Chapter Onelandmark school for girls
Thursday, 5:22 p.m. to 6:16 p.m.
Twelve-year-old Jeri McKane tore the Landmark School calendar off the wall. The rows of giant red Xs blurred as the calendar sailed through the air. Each X in February had marked a day closer to Parents' Weekend at the end of the month. Only now it wouldn't happen — at least, not for her.
Jeri read the message on her computer screen again.
Hi, Sweetie. It breaks my heart, but I can't make it for Parents' Weekend. It's a two-day drive to Virginia, then two days for the activities, plus another two-day drive back to Iowa. Carol, my boss, said I can't be gone that long — not while sales are down so much — and I can't afford to fly. I'm so disappointed. I'll call soon, and I'll be praying for us both. Love and hugs, Mom
Jeri slumped in her chair, biting her lip. When this kind of thing happened, she felt so lonely and homesick that she was tempted to give up her precious scholarship and move back home. She wondered again whether going to a great school was worth traveling so far from home. Tossing back shoulder-length hair, she dialed her mom's cell phone.
"Mom? I got your email and —"
"— can't take your call right now, but please leave —"

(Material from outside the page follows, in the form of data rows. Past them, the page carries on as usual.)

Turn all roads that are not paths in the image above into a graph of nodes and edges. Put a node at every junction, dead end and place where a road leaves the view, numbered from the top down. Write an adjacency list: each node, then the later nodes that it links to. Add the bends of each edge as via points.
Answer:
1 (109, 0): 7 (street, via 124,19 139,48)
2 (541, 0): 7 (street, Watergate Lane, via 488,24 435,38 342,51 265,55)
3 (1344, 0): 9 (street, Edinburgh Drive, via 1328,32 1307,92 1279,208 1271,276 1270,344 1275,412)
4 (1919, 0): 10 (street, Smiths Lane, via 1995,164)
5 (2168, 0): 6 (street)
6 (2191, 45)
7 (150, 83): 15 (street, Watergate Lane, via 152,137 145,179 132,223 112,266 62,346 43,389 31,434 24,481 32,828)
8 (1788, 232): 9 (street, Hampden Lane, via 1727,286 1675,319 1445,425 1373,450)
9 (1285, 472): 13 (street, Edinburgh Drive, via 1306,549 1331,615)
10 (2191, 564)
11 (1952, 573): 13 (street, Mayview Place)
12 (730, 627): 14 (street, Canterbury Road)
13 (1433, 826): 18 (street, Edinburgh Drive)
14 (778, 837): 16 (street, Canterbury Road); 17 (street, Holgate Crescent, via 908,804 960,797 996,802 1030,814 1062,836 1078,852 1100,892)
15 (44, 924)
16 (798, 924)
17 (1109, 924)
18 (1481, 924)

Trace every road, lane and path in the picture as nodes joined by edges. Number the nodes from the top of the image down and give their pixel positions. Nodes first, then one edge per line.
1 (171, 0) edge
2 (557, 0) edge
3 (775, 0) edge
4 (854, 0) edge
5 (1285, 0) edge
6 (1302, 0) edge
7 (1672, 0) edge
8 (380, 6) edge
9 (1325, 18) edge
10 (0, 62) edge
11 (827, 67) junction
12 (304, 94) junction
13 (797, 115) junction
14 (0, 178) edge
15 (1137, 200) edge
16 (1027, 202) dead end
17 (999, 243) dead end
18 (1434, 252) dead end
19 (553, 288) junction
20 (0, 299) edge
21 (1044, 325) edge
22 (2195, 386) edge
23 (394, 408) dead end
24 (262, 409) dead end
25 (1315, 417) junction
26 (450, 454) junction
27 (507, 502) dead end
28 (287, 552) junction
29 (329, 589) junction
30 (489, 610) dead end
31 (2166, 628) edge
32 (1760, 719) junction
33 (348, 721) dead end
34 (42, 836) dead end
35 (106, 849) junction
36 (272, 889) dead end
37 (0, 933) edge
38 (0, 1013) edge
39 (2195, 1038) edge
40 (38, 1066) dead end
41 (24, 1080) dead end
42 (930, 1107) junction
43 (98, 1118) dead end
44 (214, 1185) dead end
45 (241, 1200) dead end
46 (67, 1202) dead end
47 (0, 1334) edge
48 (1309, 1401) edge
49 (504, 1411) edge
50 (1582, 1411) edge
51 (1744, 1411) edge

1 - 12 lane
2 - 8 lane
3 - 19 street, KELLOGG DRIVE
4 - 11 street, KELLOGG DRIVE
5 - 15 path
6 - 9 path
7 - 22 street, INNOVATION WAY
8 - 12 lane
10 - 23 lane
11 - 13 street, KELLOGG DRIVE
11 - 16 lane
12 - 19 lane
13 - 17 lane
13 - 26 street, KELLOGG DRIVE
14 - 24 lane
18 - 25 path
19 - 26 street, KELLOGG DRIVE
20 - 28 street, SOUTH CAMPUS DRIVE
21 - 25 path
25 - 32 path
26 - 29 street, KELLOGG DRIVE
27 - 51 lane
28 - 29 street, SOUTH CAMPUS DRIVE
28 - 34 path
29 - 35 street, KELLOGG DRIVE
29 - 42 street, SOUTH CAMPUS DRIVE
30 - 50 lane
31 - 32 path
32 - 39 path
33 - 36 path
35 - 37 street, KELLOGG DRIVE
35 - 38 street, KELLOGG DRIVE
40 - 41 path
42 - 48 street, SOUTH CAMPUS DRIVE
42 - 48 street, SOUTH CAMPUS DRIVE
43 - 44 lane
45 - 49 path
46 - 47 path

"Voice mail!" Jeri disconnected.
Back at the computer, Jeri hit "reply." Her screen name, JerichoGirl, popped up, and she typed a reply:
I called but got your voice mail. Please call me tonight. I love you, Mom.
She clicked "send." Within seconds, a new email popped up on her screen.
This is an out-of-office auto responder. I'm not available, but in case of emergency, contact Carol at the number below.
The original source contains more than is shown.